In how many lines of the data does the word "nodes" appear? Give the number by itself.

==*==

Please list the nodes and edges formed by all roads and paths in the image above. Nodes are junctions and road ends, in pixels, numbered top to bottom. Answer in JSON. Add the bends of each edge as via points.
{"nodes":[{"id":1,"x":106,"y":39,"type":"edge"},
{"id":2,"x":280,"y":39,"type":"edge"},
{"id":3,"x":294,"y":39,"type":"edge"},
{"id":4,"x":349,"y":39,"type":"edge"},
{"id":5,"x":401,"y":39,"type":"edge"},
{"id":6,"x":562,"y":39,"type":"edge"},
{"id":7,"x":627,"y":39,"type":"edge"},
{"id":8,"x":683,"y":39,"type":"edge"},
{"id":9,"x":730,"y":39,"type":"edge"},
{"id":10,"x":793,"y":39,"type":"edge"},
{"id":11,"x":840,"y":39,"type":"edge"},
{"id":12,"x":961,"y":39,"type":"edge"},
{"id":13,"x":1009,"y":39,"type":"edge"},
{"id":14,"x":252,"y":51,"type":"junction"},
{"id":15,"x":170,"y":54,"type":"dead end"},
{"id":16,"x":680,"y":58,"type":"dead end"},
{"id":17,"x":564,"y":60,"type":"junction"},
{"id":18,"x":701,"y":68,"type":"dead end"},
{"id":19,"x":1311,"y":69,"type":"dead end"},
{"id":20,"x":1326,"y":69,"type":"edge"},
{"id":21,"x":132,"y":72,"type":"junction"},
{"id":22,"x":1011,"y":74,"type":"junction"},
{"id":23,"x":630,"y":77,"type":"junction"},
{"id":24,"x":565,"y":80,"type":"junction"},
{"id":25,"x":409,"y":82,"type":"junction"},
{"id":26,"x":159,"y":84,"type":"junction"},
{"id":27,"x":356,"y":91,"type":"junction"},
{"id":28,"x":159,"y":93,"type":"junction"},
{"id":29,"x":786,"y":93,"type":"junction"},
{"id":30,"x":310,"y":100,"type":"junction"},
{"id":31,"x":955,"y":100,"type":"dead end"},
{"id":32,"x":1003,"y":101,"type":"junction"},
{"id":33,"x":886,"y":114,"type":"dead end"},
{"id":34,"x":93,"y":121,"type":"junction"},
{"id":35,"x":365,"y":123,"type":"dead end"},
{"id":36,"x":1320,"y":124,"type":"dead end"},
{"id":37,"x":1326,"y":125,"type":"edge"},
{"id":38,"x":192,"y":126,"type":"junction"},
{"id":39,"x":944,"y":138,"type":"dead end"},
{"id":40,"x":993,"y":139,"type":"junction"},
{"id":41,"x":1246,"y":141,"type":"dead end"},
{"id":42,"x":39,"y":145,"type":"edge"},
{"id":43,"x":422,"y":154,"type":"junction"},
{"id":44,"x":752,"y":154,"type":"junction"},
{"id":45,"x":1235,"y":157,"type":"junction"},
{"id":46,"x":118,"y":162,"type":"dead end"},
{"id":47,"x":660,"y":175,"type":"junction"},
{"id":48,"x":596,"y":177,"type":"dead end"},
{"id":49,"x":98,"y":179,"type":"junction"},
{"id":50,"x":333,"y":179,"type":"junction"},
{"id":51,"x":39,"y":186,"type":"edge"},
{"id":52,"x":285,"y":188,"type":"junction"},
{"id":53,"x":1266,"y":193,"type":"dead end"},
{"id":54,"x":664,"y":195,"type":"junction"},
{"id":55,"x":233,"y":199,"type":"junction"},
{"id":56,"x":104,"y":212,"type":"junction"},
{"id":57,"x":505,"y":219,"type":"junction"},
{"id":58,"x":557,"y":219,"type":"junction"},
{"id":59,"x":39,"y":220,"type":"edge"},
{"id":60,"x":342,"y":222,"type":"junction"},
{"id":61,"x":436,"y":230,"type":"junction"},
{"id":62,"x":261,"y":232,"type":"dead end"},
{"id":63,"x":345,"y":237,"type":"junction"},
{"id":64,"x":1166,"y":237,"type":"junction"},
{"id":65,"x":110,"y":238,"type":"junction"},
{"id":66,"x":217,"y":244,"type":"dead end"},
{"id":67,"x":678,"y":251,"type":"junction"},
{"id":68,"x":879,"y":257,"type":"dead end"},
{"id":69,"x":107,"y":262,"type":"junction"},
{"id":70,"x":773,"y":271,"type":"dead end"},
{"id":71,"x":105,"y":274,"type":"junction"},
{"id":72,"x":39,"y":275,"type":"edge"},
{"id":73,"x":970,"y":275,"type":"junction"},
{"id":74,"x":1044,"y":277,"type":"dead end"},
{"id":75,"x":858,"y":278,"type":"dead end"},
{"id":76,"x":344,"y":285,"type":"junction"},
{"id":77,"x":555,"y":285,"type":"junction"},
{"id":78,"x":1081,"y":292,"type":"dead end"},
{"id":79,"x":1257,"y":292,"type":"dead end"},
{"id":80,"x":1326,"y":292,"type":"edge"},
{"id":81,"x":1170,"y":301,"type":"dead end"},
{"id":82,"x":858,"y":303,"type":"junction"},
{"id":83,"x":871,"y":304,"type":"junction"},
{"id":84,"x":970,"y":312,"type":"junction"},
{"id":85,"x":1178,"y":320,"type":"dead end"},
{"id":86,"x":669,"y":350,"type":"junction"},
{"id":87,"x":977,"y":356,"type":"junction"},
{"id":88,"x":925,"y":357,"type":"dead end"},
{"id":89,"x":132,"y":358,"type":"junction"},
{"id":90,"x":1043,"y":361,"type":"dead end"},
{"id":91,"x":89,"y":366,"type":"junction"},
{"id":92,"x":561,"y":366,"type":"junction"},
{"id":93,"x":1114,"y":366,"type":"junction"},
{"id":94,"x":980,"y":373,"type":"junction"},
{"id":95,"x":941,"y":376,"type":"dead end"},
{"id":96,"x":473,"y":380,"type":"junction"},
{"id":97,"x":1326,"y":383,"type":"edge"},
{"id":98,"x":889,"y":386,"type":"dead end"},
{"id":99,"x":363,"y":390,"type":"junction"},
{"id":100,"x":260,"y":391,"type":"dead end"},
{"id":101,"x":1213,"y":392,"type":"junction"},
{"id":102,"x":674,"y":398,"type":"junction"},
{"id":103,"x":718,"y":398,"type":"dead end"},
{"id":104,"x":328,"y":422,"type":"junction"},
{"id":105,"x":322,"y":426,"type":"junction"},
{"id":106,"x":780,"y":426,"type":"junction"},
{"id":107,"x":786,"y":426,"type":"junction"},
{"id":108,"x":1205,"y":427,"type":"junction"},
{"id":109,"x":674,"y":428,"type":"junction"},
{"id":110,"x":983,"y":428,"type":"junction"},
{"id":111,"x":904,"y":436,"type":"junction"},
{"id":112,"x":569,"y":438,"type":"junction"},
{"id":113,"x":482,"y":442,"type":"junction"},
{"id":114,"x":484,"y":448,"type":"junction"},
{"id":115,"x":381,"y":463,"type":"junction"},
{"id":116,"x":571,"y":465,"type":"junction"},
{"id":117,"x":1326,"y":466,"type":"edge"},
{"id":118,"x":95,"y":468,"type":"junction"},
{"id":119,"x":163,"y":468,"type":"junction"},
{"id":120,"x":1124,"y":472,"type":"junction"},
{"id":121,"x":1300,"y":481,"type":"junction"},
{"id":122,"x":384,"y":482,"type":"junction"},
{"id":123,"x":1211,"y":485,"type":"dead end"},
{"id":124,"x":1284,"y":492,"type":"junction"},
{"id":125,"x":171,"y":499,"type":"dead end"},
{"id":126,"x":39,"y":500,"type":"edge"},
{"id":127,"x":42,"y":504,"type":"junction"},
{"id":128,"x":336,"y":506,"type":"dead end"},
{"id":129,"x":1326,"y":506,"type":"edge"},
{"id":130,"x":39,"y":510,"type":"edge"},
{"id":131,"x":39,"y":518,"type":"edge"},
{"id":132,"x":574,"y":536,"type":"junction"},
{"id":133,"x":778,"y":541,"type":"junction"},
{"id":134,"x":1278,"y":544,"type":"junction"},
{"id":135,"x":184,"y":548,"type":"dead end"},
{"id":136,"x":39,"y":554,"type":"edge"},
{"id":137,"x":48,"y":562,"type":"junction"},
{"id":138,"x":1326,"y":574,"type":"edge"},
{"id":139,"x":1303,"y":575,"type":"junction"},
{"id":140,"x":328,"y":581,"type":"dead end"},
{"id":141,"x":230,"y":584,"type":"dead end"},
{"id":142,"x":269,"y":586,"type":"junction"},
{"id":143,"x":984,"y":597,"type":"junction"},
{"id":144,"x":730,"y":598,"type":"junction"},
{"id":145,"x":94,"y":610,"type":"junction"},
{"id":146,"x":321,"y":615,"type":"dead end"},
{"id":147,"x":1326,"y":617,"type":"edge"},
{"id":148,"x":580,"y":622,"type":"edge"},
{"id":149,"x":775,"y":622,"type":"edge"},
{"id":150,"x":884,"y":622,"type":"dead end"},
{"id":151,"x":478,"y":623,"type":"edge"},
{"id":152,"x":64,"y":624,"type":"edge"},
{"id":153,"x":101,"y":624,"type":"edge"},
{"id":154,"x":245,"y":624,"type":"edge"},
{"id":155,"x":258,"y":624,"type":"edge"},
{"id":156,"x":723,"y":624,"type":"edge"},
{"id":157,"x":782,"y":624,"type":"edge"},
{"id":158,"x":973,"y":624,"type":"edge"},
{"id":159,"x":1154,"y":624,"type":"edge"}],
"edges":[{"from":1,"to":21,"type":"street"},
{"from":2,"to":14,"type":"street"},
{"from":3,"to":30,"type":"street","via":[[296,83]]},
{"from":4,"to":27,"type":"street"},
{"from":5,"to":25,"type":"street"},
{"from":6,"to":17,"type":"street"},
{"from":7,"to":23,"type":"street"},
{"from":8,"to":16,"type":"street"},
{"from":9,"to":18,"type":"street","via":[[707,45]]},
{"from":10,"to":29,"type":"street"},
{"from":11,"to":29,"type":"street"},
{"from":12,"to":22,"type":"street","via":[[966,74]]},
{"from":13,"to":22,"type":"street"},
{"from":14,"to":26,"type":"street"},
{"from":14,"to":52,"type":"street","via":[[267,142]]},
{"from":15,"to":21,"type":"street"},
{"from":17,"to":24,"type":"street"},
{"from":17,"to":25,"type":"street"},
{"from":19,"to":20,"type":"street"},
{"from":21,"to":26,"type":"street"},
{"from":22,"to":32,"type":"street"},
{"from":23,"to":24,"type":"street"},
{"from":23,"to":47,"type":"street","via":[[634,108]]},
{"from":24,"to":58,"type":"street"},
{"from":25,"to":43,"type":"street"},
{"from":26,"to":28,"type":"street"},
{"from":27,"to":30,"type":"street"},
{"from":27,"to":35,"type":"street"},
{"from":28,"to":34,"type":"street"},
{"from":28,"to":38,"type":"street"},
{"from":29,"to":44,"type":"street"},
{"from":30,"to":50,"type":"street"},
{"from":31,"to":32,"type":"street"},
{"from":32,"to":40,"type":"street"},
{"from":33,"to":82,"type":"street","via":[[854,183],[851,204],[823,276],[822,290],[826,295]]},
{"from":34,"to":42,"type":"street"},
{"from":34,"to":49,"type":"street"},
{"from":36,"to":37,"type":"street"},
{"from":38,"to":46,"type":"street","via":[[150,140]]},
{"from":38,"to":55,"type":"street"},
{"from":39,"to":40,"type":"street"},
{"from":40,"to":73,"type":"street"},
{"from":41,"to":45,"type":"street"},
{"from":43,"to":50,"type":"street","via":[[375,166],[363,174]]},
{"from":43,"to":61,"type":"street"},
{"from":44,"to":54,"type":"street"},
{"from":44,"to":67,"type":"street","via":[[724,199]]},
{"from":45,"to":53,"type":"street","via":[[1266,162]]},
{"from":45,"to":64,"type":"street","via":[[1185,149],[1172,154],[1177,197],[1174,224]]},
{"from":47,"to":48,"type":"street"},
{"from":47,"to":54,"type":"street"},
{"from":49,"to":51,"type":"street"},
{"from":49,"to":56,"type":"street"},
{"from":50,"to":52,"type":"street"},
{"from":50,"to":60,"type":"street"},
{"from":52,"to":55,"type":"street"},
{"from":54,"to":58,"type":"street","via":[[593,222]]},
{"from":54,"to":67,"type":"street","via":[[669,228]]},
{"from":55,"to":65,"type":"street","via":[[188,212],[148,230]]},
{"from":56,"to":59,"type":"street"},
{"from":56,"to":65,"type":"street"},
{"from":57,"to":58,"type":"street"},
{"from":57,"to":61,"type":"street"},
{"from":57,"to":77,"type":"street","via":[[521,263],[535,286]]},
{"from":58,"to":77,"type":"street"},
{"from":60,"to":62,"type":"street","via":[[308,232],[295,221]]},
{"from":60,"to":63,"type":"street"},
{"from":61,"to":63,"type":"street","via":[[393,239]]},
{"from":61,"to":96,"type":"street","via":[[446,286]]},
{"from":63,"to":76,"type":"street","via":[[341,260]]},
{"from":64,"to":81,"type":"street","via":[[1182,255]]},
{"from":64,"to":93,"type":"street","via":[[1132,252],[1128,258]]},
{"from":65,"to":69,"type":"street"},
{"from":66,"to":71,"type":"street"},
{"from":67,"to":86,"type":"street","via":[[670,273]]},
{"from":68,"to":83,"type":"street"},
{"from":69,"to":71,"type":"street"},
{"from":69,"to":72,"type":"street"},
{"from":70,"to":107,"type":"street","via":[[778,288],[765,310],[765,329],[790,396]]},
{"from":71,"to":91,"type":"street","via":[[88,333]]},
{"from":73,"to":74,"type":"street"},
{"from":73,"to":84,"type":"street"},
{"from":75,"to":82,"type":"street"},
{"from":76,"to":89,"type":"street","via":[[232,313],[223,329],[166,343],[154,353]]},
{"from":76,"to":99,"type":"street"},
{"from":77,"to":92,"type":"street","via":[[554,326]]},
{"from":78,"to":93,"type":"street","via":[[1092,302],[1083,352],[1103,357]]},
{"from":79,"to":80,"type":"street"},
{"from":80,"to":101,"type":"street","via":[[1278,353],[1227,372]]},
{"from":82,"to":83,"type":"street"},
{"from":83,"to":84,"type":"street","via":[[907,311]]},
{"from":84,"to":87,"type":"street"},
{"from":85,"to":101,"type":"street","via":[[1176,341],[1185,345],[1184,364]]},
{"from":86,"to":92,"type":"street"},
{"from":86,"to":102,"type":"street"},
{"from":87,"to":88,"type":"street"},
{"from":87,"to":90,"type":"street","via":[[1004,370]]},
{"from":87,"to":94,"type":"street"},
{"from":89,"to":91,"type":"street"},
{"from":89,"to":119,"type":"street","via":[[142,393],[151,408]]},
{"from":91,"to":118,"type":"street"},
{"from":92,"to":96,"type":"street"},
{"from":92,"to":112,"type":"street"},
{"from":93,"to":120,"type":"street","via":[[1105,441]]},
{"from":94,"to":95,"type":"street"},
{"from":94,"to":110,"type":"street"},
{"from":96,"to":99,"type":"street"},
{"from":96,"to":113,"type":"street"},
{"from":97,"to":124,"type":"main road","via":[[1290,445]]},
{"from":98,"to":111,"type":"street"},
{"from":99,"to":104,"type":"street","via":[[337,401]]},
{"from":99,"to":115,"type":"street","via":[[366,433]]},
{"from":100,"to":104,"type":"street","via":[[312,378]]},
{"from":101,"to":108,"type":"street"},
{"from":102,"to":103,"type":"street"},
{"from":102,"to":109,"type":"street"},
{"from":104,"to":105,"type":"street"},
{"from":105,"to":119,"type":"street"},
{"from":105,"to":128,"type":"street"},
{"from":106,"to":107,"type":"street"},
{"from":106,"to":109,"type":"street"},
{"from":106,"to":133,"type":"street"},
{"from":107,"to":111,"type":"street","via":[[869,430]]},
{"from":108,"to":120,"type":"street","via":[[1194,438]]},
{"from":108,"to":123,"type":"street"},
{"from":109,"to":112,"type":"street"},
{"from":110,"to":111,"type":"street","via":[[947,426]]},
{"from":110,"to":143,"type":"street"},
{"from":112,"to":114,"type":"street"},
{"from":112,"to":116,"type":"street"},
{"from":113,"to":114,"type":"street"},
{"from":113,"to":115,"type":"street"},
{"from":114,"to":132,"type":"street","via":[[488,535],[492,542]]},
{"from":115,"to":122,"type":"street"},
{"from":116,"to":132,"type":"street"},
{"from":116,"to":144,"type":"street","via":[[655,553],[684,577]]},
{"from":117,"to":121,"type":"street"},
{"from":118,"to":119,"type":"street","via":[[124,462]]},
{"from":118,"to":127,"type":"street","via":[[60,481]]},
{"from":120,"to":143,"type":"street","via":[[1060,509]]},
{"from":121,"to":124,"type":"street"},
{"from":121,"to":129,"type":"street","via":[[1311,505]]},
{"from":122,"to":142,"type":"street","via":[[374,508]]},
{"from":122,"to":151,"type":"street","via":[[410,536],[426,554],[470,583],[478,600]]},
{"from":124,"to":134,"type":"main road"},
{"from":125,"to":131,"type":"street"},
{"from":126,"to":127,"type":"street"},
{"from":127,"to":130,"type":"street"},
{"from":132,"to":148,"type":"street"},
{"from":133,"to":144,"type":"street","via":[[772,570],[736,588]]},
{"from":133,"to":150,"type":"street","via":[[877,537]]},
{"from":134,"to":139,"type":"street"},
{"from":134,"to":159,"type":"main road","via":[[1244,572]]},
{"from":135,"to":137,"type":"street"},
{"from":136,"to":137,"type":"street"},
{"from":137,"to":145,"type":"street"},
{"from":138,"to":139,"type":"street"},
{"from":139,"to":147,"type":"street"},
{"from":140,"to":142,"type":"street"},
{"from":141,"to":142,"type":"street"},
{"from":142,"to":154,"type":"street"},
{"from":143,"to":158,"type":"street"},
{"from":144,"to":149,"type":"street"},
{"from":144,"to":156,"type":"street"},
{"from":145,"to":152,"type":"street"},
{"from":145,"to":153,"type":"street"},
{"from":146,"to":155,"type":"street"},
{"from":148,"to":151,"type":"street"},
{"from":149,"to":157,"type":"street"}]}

==*==

§ Expected answer:
2